**Record extracts**
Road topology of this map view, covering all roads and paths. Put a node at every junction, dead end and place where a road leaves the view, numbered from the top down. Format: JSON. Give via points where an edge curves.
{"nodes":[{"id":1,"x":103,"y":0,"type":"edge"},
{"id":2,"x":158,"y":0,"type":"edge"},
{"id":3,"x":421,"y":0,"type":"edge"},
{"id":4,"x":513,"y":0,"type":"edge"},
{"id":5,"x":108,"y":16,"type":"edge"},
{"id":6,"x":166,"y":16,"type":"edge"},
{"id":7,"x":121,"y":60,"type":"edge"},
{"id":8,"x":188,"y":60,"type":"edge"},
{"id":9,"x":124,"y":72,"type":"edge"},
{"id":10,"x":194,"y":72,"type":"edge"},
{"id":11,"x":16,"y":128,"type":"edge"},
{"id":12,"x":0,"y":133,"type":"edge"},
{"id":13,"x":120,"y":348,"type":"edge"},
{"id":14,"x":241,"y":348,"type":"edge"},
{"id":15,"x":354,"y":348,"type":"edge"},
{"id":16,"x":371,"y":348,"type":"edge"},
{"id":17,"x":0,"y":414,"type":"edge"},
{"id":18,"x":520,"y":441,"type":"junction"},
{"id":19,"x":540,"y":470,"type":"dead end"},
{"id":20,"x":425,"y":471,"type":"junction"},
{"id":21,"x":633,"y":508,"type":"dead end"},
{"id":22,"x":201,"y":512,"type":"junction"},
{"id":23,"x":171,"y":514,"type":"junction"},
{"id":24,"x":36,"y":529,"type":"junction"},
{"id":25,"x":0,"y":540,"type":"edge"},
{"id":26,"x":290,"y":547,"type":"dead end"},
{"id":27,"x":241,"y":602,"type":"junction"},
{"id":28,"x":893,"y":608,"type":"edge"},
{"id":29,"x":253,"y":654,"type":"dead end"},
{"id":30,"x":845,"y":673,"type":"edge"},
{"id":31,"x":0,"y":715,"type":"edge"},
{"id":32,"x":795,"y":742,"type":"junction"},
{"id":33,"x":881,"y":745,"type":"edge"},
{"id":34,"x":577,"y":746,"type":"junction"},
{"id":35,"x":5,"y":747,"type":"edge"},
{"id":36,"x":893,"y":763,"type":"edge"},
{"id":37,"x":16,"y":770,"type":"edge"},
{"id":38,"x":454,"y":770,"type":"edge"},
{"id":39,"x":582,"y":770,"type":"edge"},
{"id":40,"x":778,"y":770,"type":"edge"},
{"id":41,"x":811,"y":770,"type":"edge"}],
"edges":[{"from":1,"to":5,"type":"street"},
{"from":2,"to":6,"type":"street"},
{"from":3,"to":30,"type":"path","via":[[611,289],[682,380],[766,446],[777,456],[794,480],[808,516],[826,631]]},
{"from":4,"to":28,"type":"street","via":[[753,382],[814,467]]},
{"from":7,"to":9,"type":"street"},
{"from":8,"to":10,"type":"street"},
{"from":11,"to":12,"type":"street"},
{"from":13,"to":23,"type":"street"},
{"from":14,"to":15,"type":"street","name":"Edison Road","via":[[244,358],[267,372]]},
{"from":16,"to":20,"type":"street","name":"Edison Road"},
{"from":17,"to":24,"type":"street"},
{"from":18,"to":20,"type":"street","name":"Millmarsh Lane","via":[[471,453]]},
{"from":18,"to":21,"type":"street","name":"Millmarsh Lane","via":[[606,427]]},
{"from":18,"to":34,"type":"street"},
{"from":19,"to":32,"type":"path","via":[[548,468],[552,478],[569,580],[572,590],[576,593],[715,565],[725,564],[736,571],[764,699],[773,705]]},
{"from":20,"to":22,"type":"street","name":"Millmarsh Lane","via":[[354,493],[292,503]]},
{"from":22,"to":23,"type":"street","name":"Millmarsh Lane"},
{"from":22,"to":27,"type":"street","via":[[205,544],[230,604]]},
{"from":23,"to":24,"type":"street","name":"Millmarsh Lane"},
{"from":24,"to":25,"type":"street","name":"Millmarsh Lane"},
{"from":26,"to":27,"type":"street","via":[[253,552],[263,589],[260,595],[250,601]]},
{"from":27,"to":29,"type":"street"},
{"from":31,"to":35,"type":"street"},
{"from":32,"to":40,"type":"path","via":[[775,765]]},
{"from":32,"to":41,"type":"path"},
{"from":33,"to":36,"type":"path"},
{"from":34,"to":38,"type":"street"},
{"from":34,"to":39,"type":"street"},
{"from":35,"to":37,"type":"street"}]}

**Problem description**
Tell how many lines above hold "Millmarsh", nothing more.

**Completed exercise**
6